WHEN THE MOVIES CAME TO TOWN

A Memory of the Making of the Movie, "Stallion Canyon"

by James E. Kemple

"Stallion Canyon" was the movie being filmed around St. George, Utah in 1948. I was eleven years old and in Mr. Nielson's 6th grade class at St. George Elementary School. After discussing the filming with my friend, Gerald Cox, we decided we needed to go watch the action. We knew that they were shooting at the Jacob Hamblin Home in Santa Clara.

We left school during the noon lunch break and walked up to the Highway 91. It only took a few minutes of hitch-hiking for a car to stop and pick us up. The driver let us out at the film site.

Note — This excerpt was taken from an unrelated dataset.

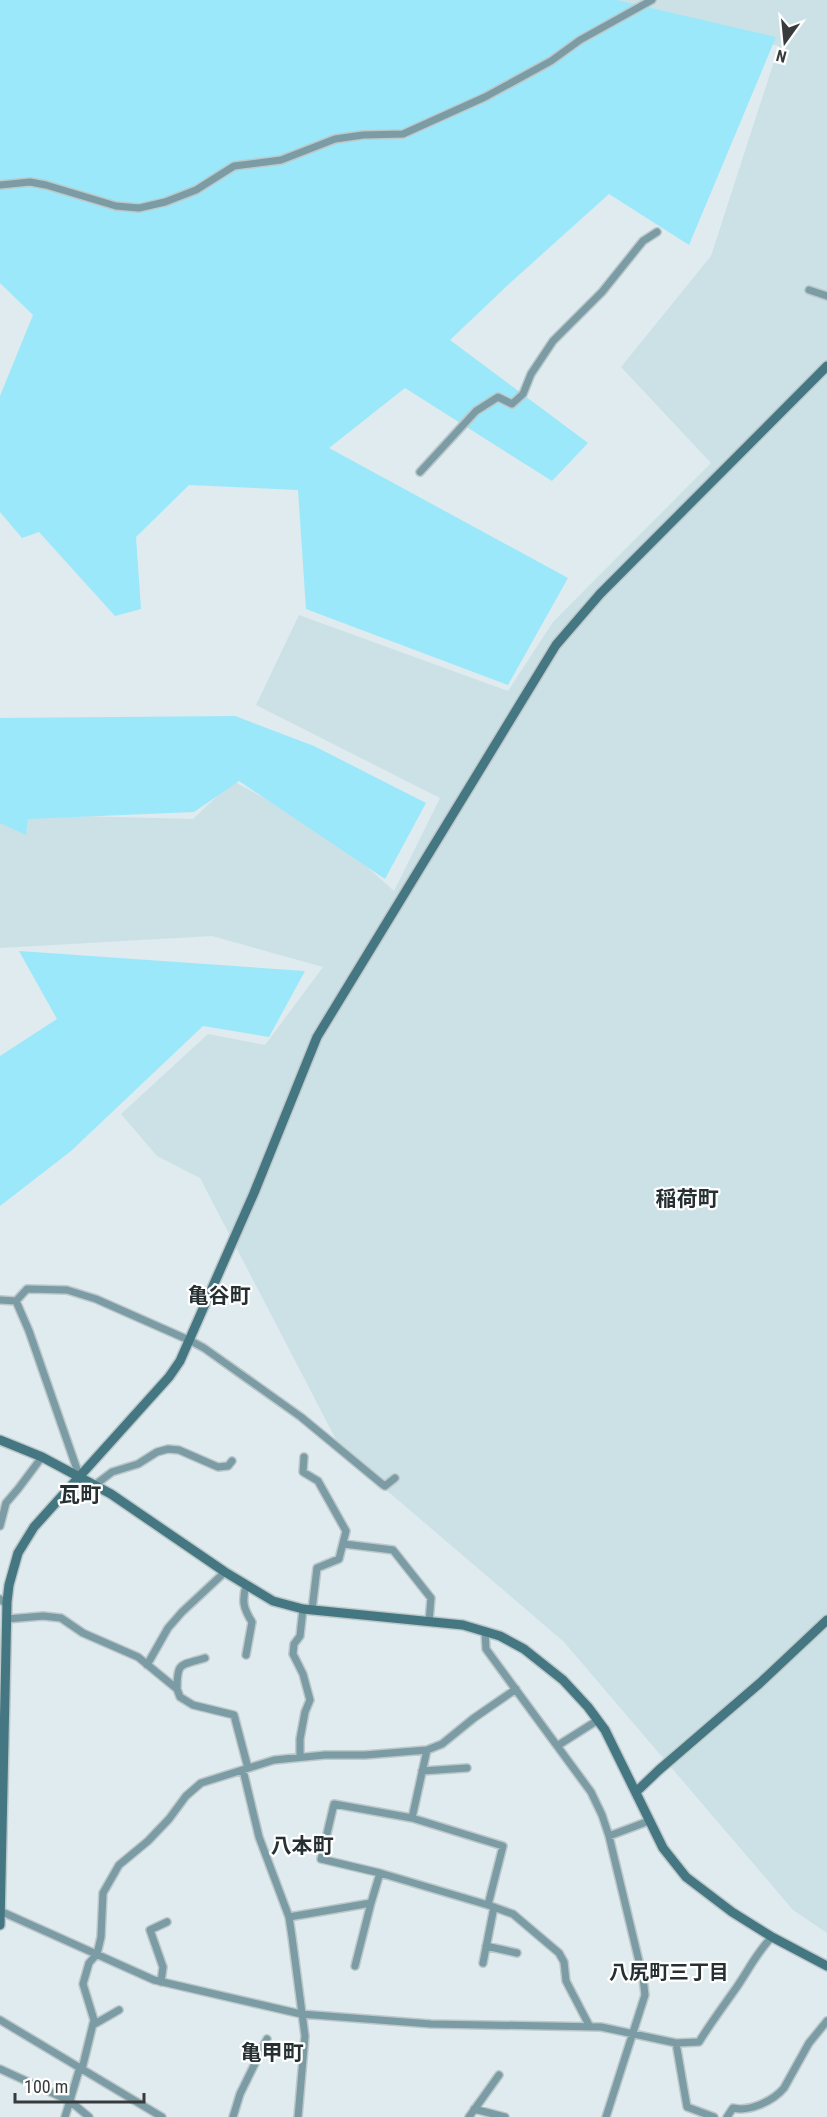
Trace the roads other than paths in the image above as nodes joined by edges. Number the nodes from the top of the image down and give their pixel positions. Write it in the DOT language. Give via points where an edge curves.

The movie people had built an old Western style village all along the lane running east from the Jacob Hamblin Home. The buildings were just fake store fronts, but from the front they looked real.

There was a crowd of local people all dressed in old western attire, just walking around, watching the action. We spent the afternoon around the set, staying out of the way while scenes were being filmed. Finally the director announced that we would all be in the next scene. It was to be the ending of a horse race. We were given directions where to stand and what to do as the running horses came past.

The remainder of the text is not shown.